At age 15, I finagled myself onto the lesser of the city’s two AAU swim teams, sponsored by Coca-Cola. My world expanded beyond the local club swim meets to out-of-town competitions, requiring long car rides to Columbus, Dayton, and other venues. On one such trip, coming home after dark, the father driving us asked if anyone volunteered to rest in the back of the station. Seeing a chance to maybe sleep a bit during the two hour ride, I said, “Sure,” and hopped in via the tailgate.

I rested my head on my gym bag, and covered myself with a large beach towel, double wide for the multiple times we needed to dry off after heats during the meet. Before everyone else was distributed through the front and rear seats, I started to doze off. In the background, I heard vague rustlings and murmurings as the other kids arranged themselves. There were seven of us, plus the driver, so I was not surprised when another body flopped over the rear seat into my lair. A few swim bags and towels came flying back as well. I realised this might not have been the most comfortable choice.

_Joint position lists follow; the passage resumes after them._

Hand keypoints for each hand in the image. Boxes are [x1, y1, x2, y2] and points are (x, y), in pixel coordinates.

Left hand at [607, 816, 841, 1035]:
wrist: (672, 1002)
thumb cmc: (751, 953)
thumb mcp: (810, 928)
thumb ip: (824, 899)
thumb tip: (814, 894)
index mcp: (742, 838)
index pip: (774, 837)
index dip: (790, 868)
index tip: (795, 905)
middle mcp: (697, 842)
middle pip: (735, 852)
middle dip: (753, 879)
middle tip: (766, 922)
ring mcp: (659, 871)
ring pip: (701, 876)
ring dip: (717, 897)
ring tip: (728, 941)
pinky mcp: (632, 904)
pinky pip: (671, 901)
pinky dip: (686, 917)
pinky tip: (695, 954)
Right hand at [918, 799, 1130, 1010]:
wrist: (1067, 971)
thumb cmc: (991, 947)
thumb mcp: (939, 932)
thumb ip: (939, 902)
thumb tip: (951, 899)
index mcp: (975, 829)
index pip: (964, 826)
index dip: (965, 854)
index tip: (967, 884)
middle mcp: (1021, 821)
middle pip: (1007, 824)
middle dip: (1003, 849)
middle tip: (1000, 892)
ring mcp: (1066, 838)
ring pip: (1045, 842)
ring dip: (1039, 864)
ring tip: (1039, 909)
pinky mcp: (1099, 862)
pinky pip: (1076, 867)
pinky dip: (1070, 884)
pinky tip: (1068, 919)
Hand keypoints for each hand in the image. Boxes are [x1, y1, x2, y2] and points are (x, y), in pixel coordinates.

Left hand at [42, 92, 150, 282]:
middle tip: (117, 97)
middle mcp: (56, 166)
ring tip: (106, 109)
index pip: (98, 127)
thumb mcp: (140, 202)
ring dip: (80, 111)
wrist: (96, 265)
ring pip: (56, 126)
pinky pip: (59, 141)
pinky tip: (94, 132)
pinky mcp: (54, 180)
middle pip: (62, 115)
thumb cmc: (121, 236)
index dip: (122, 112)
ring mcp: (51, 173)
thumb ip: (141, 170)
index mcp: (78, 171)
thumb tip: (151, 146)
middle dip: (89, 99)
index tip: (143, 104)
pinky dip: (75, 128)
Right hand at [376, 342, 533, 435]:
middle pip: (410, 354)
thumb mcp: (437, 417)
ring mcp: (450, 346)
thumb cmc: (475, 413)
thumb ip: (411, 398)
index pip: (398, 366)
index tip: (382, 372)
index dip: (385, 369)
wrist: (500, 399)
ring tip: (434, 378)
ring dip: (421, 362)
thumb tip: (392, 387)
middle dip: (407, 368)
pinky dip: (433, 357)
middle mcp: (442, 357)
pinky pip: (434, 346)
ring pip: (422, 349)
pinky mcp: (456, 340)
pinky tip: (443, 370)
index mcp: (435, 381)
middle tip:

Through my blurry, myopic vision (I had my glasses off by then), I saw a short body topped by ginger hair winnow its way under the nest I had built. After the car started up, the interior lights flicked off, and the back became cave-like in its gloom. The rear seat in front of me hid the other giggling kids from my sight. I could hear Tom C. and Bruce D. talking softly, comparing the ribbons they had won. Each had made the finals, Tom for backstroke in the 13-14 age group, and Bruce, a bruiser, for butterfly, also 13-14. Two “older” (15) girls sat up front, and two younger (10 y/o) swimmers shared the back with our stars.

As I leafed through the passengers in my mind, I realised that Tom’s 12 year-old sister Judy had drawn the short straw to ride back with me. Or maybe, she had finagled her way there. Soon, I felt a hand searching for my neck, my cheek, pulling me towards her. She kept questioning with her fingers, exploring as best she could under cover of the darkness and the beach towel. Her hands asked what I was made of, sought to find out what this mysterious older boy was like. We ended up snuggling and kissing most of the way home. All the while, I worried the driver could see us in the rear-view mirror, turn on the light and ask what was going on back there.

To my surprise, that never happened. To my further surprise, Judy kept exploring while I wondered, “Why me?” I concluded I was available, closed my eyes, and accepted her curiosity.